EXERCISE DESCRIPTION - Go through the listing below and return each line that includes "roads".
=== Section Start ===
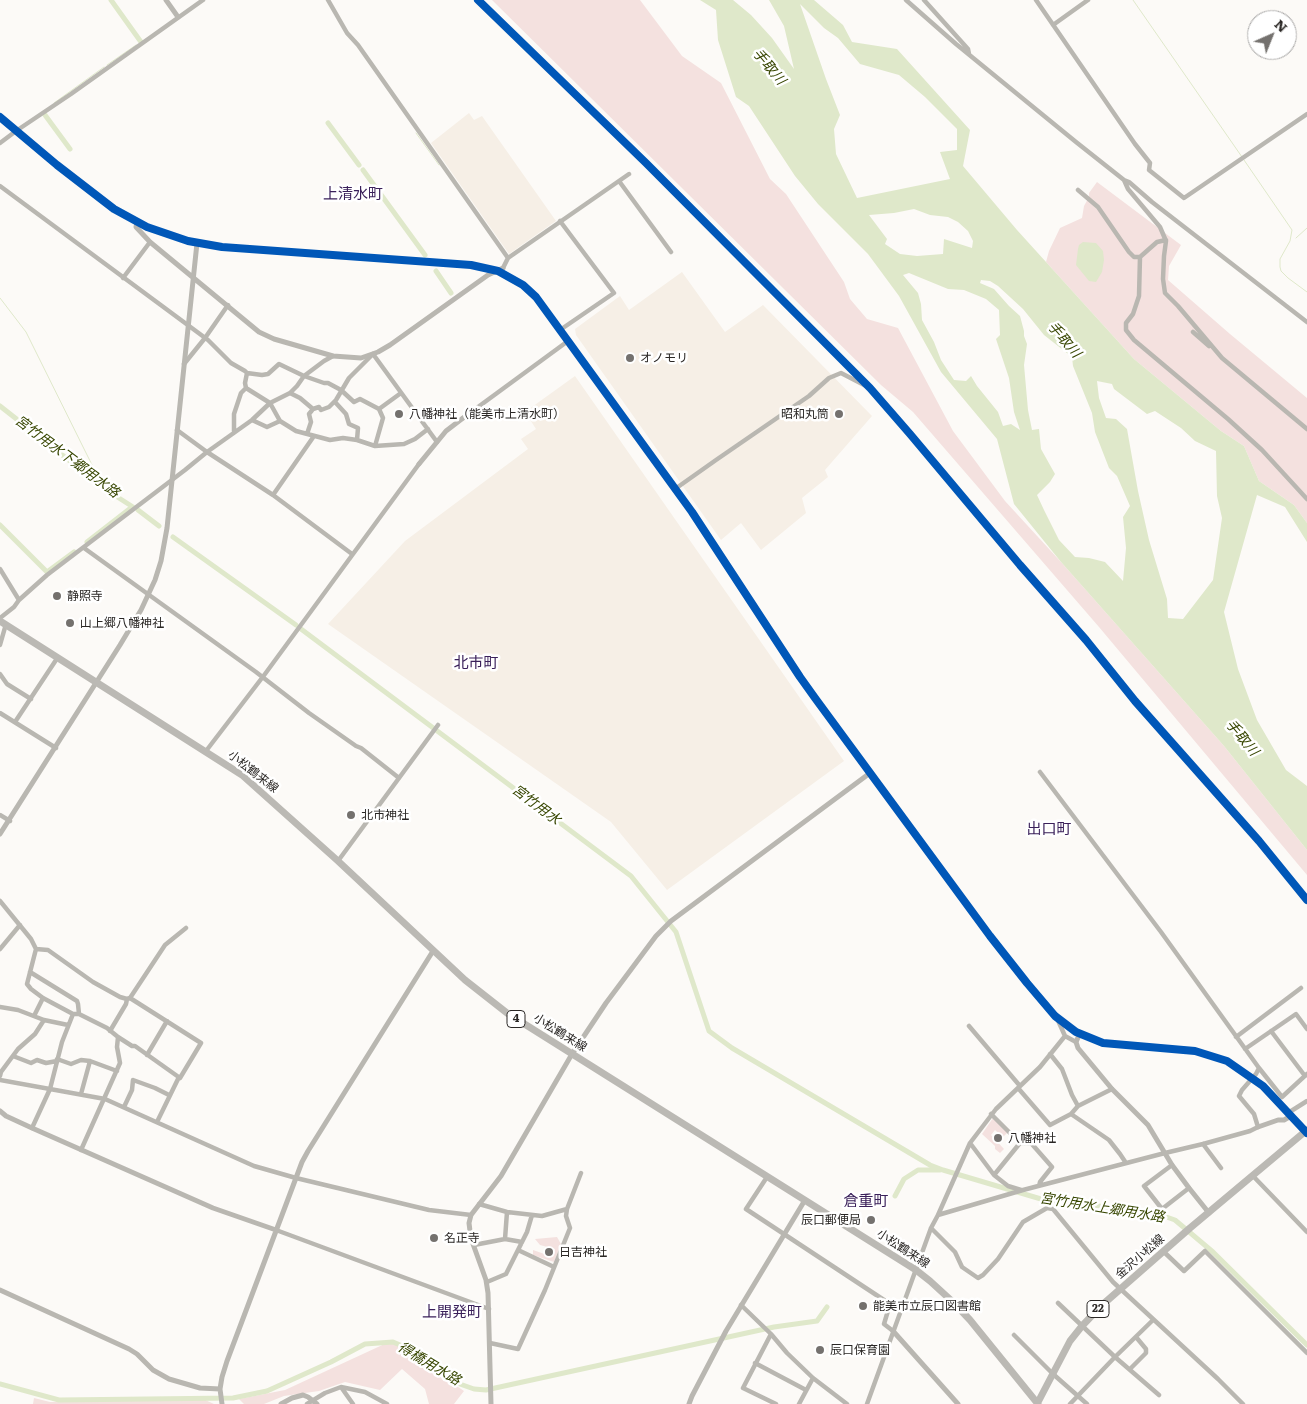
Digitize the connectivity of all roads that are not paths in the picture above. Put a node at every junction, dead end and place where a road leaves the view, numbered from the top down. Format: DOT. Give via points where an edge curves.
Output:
graph roads {
  1 [pos="166,0"];
  2 [pos="203,0"];
  3 [pos="328,0"];
  4 [pos="478,0"];
  5 [pos="906,0"];
  6 [pos="924,0"];
  7 [pos="1036,0"];
  8 [pos="1088,0"];
  9 [pos="178,18"];
  10 [pos="1053,25"];
  11 [pos="970,55"];
  12 [pos="1307,114"];
  13 [pos="0,117"];
  14 [pos="16,131"];
  15 [pos="0,143"];
  16 [pos="629,174"];
  17 [pos="1124,180"];
  18 [pos="620,181"];
  19 [pos="0,186"];
  20 [pos="1078,190"];
  21 [pos="560,221"];
  22 [pos="137,222"];
  23 [pos="1166,240"];
  24 [pos="150,242"];
  25 [pos="197,243"];
  26 [pos="671,252"];
  27 [pos="1140,257"];
  28 [pos="508,258"];
  29 [pos="501,270"];
  30 [pos="123,278"];
  31 [pos="194,278"];
  32 [pos="228,305"];
  33 [pos="1307,322"];
  34 [pos="187,326"];
  35 [pos="560,330"];
  36 [pos="1193,332"];
  37 [pos="205,338"];
  38 [pos="568,341"];
  39 [pos="1216,352"];
  40 [pos="374,354"];
  41 [pos="333,356"];
  42 [pos="184,364"];
  43 [pos="247,373"];
  44 [pos="304,376"];
  45 [pos="246,388"];
  46 [pos="870,388"];
  47 [pos="341,390"];
  48 [pos="290,392"];
  49 [pos="401,393"];
  50 [pos="334,402"];
  51 [pos="270,403"];
  52 [pos="379,409"];
  53 [pos="313,410"];
  54 [pos="463,418"];
  55 [pos="252,420"];
  56 [pos="280,420"];
  57 [pos="428,429"];
  58 [pos="1307,429"];
  59 [pos="177,430"];
  60 [pos="234,432"];
  61 [pos="307,434"];
  62 [pos="314,436"];
  63 [pos="357,440"];
  64 [pos="437,442"];
  65 [pos="375,446"];
  66 [pos="207,452"];
  67 [pos="419,464"];
  68 [pos="172,480"];
  69 [pos="675,489"];
  70 [pos="273,495"];
  71 [pos="1307,499"];
  72 [pos="84,548"];
  73 [pos="352,554"];
  74 [pos="0,570"];
  75 [pos="149,595"];
  76 [pos="19,600"];
  77 [pos="2,621"];
  78 [pos="0,645"];
  79 [pos="58,657"];
  80 [pos="0,674"];
  81 [pos="261,677"];
  82 [pos="98,682"];
  83 [pos="31,699"];
  84 [pos="0,713"];
  85 [pos="15,722"];
  86 [pos="438,725"];
  87 [pos="56,748"];
  88 [pos="206,751"];
  89 [pos="1040,772"];
  90 [pos="870,773"];
  91 [pos="399,778"];
  92 [pos="0,815"];
  93 [pos="10,821"];
  94 [pos="0,834"];
  95 [pos="338,861"];
  96 [pos="1307,900"];
  97 [pos="0,901"];
  98 [pos="20,925"];
  99 [pos="186,928"];
  100 [pos="0,949"];
  101 [pos="36,949"];
  102 [pos="433,950"];
  103 [pos="30,972"];
  104 [pos="1301,988"];
  105 [pos="43,998"];
  106 [pos="129,999"];
  107 [pos="0,1007"];
  108 [pos="73,1014"];
  109 [pos="79,1014"];
  110 [pos="34,1016"];
  111 [pos="1056,1016"];
  112 [pos="44,1020"];
  113 [pos="167,1021"];
  114 [pos="68,1025"];
  115 [pos="969,1026"];
  116 [pos="1307,1029"];
  117 [pos="110,1031"];
  118 [pos="1271,1031"];
  119 [pos="1080,1033"];
  120 [pos="1064,1036"];
  121 [pos="1236,1036"];
  122 [pos="118,1037"];
  123 [pos="1076,1042"];
  124 [pos="1246,1050"];
  125 [pos="572,1054"];
  126 [pos="1050,1054"];
  127 [pos="147,1055"];
  128 [pos="13,1056"];
  129 [pos="57,1060"];
  130 [pos="90,1061"];
  131 [pos="1259,1068"];
  132 [pos="117,1071"];
  133 [pos="1306,1075"];
  134 [pos="0,1078"];
  135 [pos="180,1078"];
  136 [pos="1252,1078"];
  137 [pos="1019,1087"];
  138 [pos="50,1089"];
  139 [pos="1112,1089"];
  140 [pos="81,1094"];
  141 [pos="170,1095"];
  142 [pos="105,1099"];
  143 [pos="1307,1101"];
  144 [pos="1078,1106"];
  145 [pos="124,1107"];
  146 [pos="0,1111"];
  147 [pos="991,1114"];
  148 [pos="1070,1114"];
  149 [pos="1290,1114"];
  150 [pos="3,1115"];
  151 [pos="157,1122"];
  152 [pos="1258,1126"];
  153 [pos="32,1128"];
  154 [pos="1306,1131"];
  155 [pos="970,1143"];
  156 [pos="1020,1143"];
  157 [pos="1203,1144"];
  158 [pos="81,1150"];
  159 [pos="1165,1152"];
  160 [pos="1126,1163"];
  161 [pos="1172,1165"];
  162 [pos="1221,1168"];
  163 [pos="581,1173"];
  164 [pos="994,1175"];
  165 [pos="1253,1176"];
  166 [pos="767,1177"];
  167 [pos="296,1178"];
  168 [pos="1039,1186"];
  169 [pos="1189,1188"];
  170 [pos="1020,1191"];
  171 [pos="805,1200"];
  172 [pos="479,1204"];
  173 [pos="567,1209"];
  174 [pos="507,1212"];
  175 [pos="1209,1212"];
  176 [pos="471,1215"];
  177 [pos="532,1215"];
  178 [pos="938,1215"];
  179 [pos="931,1228"];
  180 [pos="276,1230"];
  181 [pos="1307,1232"];
  182 [pos="784,1233"];
  183 [pos="505,1239"];
  184 [pos="522,1242"];
  185 [pos="474,1245"];
  186 [pos="518,1250"];
  187 [pos="1164,1252"];
  188 [pos="554,1267"];
  189 [pos="916,1270"];
  190 [pos="486,1282"];
  191 [pos="1121,1289"];
  192 [pos="0,1290"];
  193 [pos="1058,1303"];
  194 [pos="741,1305"];
  195 [pos="489,1309"];
  196 [pos="1153,1320"];
  197 [pos="1082,1326"];
  198 [pos="893,1331"];
  199 [pos="769,1333"];
  200 [pos="1014,1335"];
  201 [pos="1136,1338"];
  202 [pos="490,1344"];
  203 [pos="1307,1352"];
  204 [pos="1114,1357"];
  205 [pos="755,1363"];
  206 [pos="1130,1369"];
  207 [pos="1053,1374"];
  208 [pos="813,1378"];
  209 [pos="341,1387"];
  210 [pos="806,1390"];
  211 [pos="221,1392"];
  212 [pos="1159,1394"];
  213 [pos="1078,1396"];
  214 [pos="840,1399"];
  215 [pos="315,1402"];
  216 [pos="222,1404"];
  217 [pos="281,1404"];
  218 [pos="307,1404"];
  219 [pos="353,1404"];
  220 [pos="387,1404"];
  221 [pos="491,1404"];
  222 [pos="690,1404"];
  223 [pos="776,1404"];
  224 [pos="799,1404"];
  225 [pos="837,1404"];
  226 [pos="847,1404"];
  227 [pos="867,1404"];
  228 [pos="958,1404"];
  229 [pos="1037,1404"];
  230 [pos="1070,1404"];
  231 [pos="1087,1404"];
  232 [pos="1243,1404"];
  1 -- 9 [label="street"];
  2 -- 9 [label="street"];
  3 -- 28 [label="street" via="347,33"];
  4 -- 46 [label="street"];
  5 -- 11 [label="street"];
  6 -- 11 [label="street"];
  7 -- 10 [label="street"];
  8 -- 10 [label="street"];
  9 -- 14 [label="street"];
  10 -- 12 [label="street" via="1150,163 1149,170 1183,198"];
  11 -- 17 [label="street"];
  13 -- 14 [label="street"];
  14 -- 15 [label="street"];
  14 -- 22 [label="street" via="114,209"];
  16 -- 18 [label="street"];
  17 -- 23 [label="street" via="1160,227"];
  17 -- 33 [label="street"];
  18 -- 21 [label="street"];
  18 -- 26 [label="street"];
  19 -- 30 [label="street"];
  20 -- 27 [label="street" via="1098,207 1129,252"];
  21 -- 28 [label="street"];
  21 -- 35 [label="street" via="614,293"];
  22 -- 24 [label="street" via="136,228"];
  22 -- 25 [label="street"];
  23 -- 27 [label="street" via="1157,242"];
  23 -- 39 [label="street" via="1165,293"];
  24 -- 30 [label="street"];
  24 -- 31 [label="street"];
  25 -- 29 [label="street"];
  25 -- 31 [label="street"];
  27 -- 71 [label="street" via="1139,296 1126,326 1129,336 1262,450"];
  28 -- 29 [label="street"];
  29 -- 35 [label="street" via="536,297"];
  29 -- 40 [label="street" via="488,275"];
  30 -- 34 [label="street"];
  31 -- 32 [label="street"];
  31 -- 34 [label="street"];
  32 -- 37 [label="street"];
  32 -- 41 [label="street" via="269,337"];
  34 -- 37 [label="street"];
  34 -- 42 [label="street"];
  35 -- 38 [label="street"];
  36 -- 39 [label="street"];
  37 -- 42 [label="street"];
  37 -- 43 [label="street" via="230,363"];
  38 -- 54 [label="street"];
  38 -- 69 [label="street"];
  39 -- 58 [label="street"];
  40 -- 41 [label="street" via="361,358"];
  40 -- 47 [label="street"];
  40 -- 49 [label="street"];
  41 -- 44 [label="street"];
  42 -- 59 [label="street"];
  43 -- 44 [label="street" via="262,376 280,364"];
  43 -- 45 [label="street"];
  44 -- 47 [label="street"];
  44 -- 48 [label="street"];
  45 -- 51 [label="street"];
  45 -- 60 [label="street" via="234,414"];
  46 -- 69 [label="street" via="841,373 829,378 809,396"];
  46 -- 96 [label="street"];
  47 -- 50 [label="street"];
  47 -- 52 [label="street" via="354,402 360,399"];
  48 -- 51 [label="street"];
  48 -- 53 [label="street"];
  49 -- 52 [label="street"];
  49 -- 57 [label="street"];
  50 -- 53 [label="street" via="330,407"];
  50 -- 63 [label="street" via="346,414 349,424 358,428"];
  51 -- 55 [label="street"];
  51 -- 56 [label="street"];
  52 -- 65 [label="street" via="383,418"];
  53 -- 61 [label="street"];
  54 -- 64 [label="street"];
  55 -- 56 [label="street" via="267,427"];
  55 -- 60 [label="street"];
  56 -- 61 [label="street"];
  57 -- 64 [label="street"];
  57 -- 65 [label="street" via="404,444"];
  59 -- 66 [label="street"];
  59 -- 68 [label="street"];
  60 -- 66 [label="street"];
  61 -- 62 [label="street"];
  62 -- 63 [label="street" via="330,440"];
  62 -- 70 [label="street"];
  63 -- 65 [label="street"];
  64 -- 67 [label="street"];
  66 -- 68 [label="street"];
  66 -- 70 [label="street"];
  67 -- 73 [label="street"];
  68 -- 72 [label="street"];
  68 -- 75 [label="street" via="163,552"];
  69 -- 90 [label="street" via="800,677"];
  70 -- 73 [label="street"];
  72 -- 75 [label="street"];
  72 -- 76 [label="street"];
  73 -- 81 [label="street"];
  74 -- 76 [label="street"];
  75 -- 81 [label="street"];
  75 -- 82 [label="street"];
  76 -- 77 [label="street"];
  77 -- 78 [label="street"];
  77 -- 79 [label="main road, 小松鶴来線 / 4"];
  79 -- 82 [label="main road, 小松鶴来線 / 4"];
  79 -- 83 [label="street"];
  80 -- 83 [label="street" via="7,684"];
  81 -- 88 [label="street"];
  81 -- 91 [label="street"];
  82 -- 87 [label="street"];
  82 -- 88 [label="main road, 小松鶴来線 / 4"];
  83 -- 85 [label="street"];
  84 -- 85 [label="street"];
  85 -- 87 [label="street"];
  86 -- 91 [label="street"];
  87 -- 93 [label="street"];
  88 -- 95 [label="main road, 小松鶴来線 / 4" via="242,774"];
  89 -- 121 [label="street"];
  90 -- 111 [label="street" via="990,936"];
  90 -- 125 [label="street" via="665,926"];
  91 -- 95 [label="street"];
  92 -- 93 [label="street"];
  93 -- 94 [label="street"];
  95 -- 102 [label="main road, 小松鶴来線 / 4"];
  97 -- 98 [label="street"];
  98 -- 100 [label="street"];
  98 -- 101 [label="street"];
  99 -- 106 [label="street" via="165,945"];
  101 -- 103 [label="street"];
  101 -- 106 [label="street" via="48,950 93,982"];
  102 -- 125 [label="main road, 小松鶴来線 / 4" via="489,1000"];
  102 -- 167 [label="street" via="308,1151"];
  103 -- 105 [label="street" via="27,984"];
  103 -- 109 [label="street" via="77,1001"];
  104 -- 121 [label="street"];
  105 -- 108 [label="street"];
  105 -- 110 [label="street"];
  106 -- 113 [label="street"];
  106 -- 117 [label="street"];
  107 -- 110 [label="street"];
  108 -- 109 [label="street"];
  108 -- 114 [label="street"];
  109 -- 117 [label="street"];
  110 -- 112 [label="street"];
  111 -- 119 [label="street"];
  111 -- 120 [label="street"];
  112 -- 114 [label="street"];
  112 -- 128 [label="street"];
  113 -- 127 [label="street"];
  113 -- 135 [label="street" via="201,1043"];
  114 -- 129 [label="street"];
  115 -- 137 [label="street"];
  116 -- 118 [label="street" via="1296,1014"];
  117 -- 122 [label="street"];
  118 -- 124 [label="street"];
  118 -- 133 [label="street"];
  119 -- 123 [label="street"];
  119 -- 136 [label="street" via="1103,1043 1195,1051 1227,1061"];
  120 -- 123 [label="street"];
  120 -- 126 [label="street"];
  121 -- 124 [label="street"];
  122 -- 127 [label="street"];
  122 -- 132 [label="street" via="120,1063"];
  123 -- 139 [label="street"];
  124 -- 131 [label="street"];
  125 -- 166 [label="main road, 小松鶴来線 / 4"];
  125 -- 172 [label="street" via="502,1176"];
  126 -- 137 [label="street"];
  126 -- 144 [label="street" via="1062,1069"];
  127 -- 135 [label="street"];
  128 -- 129 [label="street" via="31,1063"];
  128 -- 134 [label="street"];
  129 -- 130 [label="street" via="71,1064"];
  129 -- 138 [label="street"];
  130 -- 132 [label="street"];
  130 -- 140 [label="street"];
  131 -- 133 [label="street" via="1282,1097"];
  131 -- 136 [label="street"];
  132 -- 142 [label="street"];
  134 -- 138 [label="street"];
  135 -- 141 [label="street"];
  136 -- 149 [label="street"];
  136 -- 152 [label="street" via="1239,1096 1254,1114"];
  137 -- 147 [label="street"];
  137 -- 148 [label="street" via="1050,1125"];
  138 -- 140 [label="street"];
  138 -- 153 [label="street"];
  139 -- 144 [label="street"];
  139 -- 159 [label="street" via="1148,1125"];
  140 -- 142 [label="street"];
  141 -- 145 [label="street" via="133,1080"];
  141 -- 151 [label="street"];
  142 -- 145 [label="street"];
  142 -- 158 [label="street"];
  143 -- 149 [label="street"];
  144 -- 148 [label="street"];
  145 -- 151 [label="street"];
  146 -- 150 [label="street"];
  147 -- 155 [label="street"];
  147 -- 156 [label="street"];
  148 -- 160 [label="street" via="1109,1140"];
  149 -- 152 [label="street" via="1284,1120"];
  149 -- 154 [label="street"];
  150 -- 153 [label="street"];
  151 -- 167 [label="street" via="237,1160"];
  152 -- 157 [label="street"];
  153 -- 158 [label="street"];
  154 -- 165 [label="main road, 金沢小松線 / 22"];
  155 -- 164 [label="street"];
  155 -- 178 [label="street"];
  156 -- 164 [label="street"];
  156 -- 168 [label="street" via="1030,1142 1052,1167"];
  157 -- 159 [label="street"];
  157 -- 162 [label="street"];
  158 -- 180 [label="street" via="214,1208"];
  159 -- 160 [label="street"];
  159 -- 161 [label="street"];
  160 -- 168 [label="street"];
  161 -- 169 [label="street"];
  161 -- 169 [label="street" via="1144,1186 1162,1209"];
  163 -- 173 [label="street"];
  164 -- 170 [label="street"];
  165 -- 175 [label="main road, 金沢小松線 / 22"];
  165 -- 181 [label="street"];
  166 -- 171 [label="main road, 小松鶴来線 / 4"];
  166 -- 182 [label="street" via="746,1209"];
  167 -- 176 [label="street" via="429,1210"];
  167 -- 180 [label="street"];
  168 -- 170 [label="street"];
  169 -- 175 [label="street"];
  170 -- 178 [label="street"];
  171 -- 182 [label="street"];
  171 -- 189 [label="main road, 小松鶴来線 / 4"];
  172 -- 174 [label="street"];
  172 -- 176 [label="street"];
  173 -- 177 [label="street" via="542,1216"];
  173 -- 188 [label="street" via="570,1228"];
  174 -- 177 [label="street"];
  174 -- 183 [label="street"];
  175 -- 187 [label="main road, 金沢小松線 / 22"];
  176 -- 185 [label="street" via="469,1223"];
  177 -- 184 [label="street"];
  178 -- 179 [label="street"];
  179 -- 189 [label="street"];
  179 -- 191 [label="street" via="955,1252 962,1267 978,1278 998,1259 1024,1222 1047,1208 1053,1209"];
  180 -- 195 [label="street"];
  180 -- 211 [label="street" via="224,1369"];
  182 -- 194 [label="street"];
  182 -- 198 [label="street" via="890,1304 884,1324"];
  183 -- 184 [label="street"];
  183 -- 185 [label="street"];
  184 -- 186 [label="street"];
  185 -- 190 [label="street"];
  186 -- 188 [label="street"];
  186 -- 190 [label="street" via="506,1274"];
  187 -- 191 [label="main road, 金沢小松線 / 22"];
  187 -- 203 [label="street" via="1184,1271 1205,1251"];
  188 -- 202 [label="street" via="518,1349"];
  189 -- 198 [label="street"];
  189 -- 229 [label="main road, 小松鶴来線 / 4" via="970,1320"];
  190 -- 195 [label="street"];
  191 -- 196 [label="street"];
  191 -- 197 [label="main road, 金沢小松線 / 22"];
  192 -- 211 [label="street" via="129,1349 169,1379"];
  193 -- 197 [label="street"];
  194 -- 199 [label="street"];
  194 -- 222 [label="street"];
  195 -- 202 [label="street"];
  196 -- 201 [label="street"];
  196 -- 232 [label="street"];
  197 -- 204 [label="street"];
  197 -- 207 [label="main road, 金沢小松線 / 22" via="1070,1341"];
  198 -- 227 [label="street"];
  198 -- 228 [label="street"];
  199 -- 205 [label="street"];
  199 -- 208 [label="street"];
  200 -- 207 [label="street"];
  201 -- 204 [label="street"];
  201 -- 206 [label="street" via="1146,1348 1146,1353"];
  202 -- 221 [label="street"];
  204 -- 206 [label="street"];
  204 -- 213 [label="street"];
  205 -- 210 [label="street"];
  205 -- 223 [label="street" via="743,1388"];
  206 -- 212 [label="street"];
  207 -- 213 [label="street"];
  207 -- 229 [label="main road, 金沢小松線 / 22"];
  208 -- 210 [label="street"];
  208 -- 214 [label="street"];
  209 -- 215 [label="street" via="324,1393"];
  209 -- 219 [label="street"];
  209 -- 220 [label="street" via="365,1392"];
  210 -- 224 [label="street"];
  211 -- 216 [label="street"];
  213 -- 230 [label="street"];
  213 -- 231 [label="street"];
  214 -- 225 [label="street"];
  214 -- 226 [label="street"];
  215 -- 217 [label="street" via="303,1395"];
  215 -- 218 [label="street"];
}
=== Section End ===
ANSWER FOR THIS EXERCISE -
Digitize the connectivity of all roads that are not paths in the picture above. Put a node at every junction, dead end and place where a road leaves the view, numbered from the top down. Format: DOT. Give via points where an edge curves.
graph roads {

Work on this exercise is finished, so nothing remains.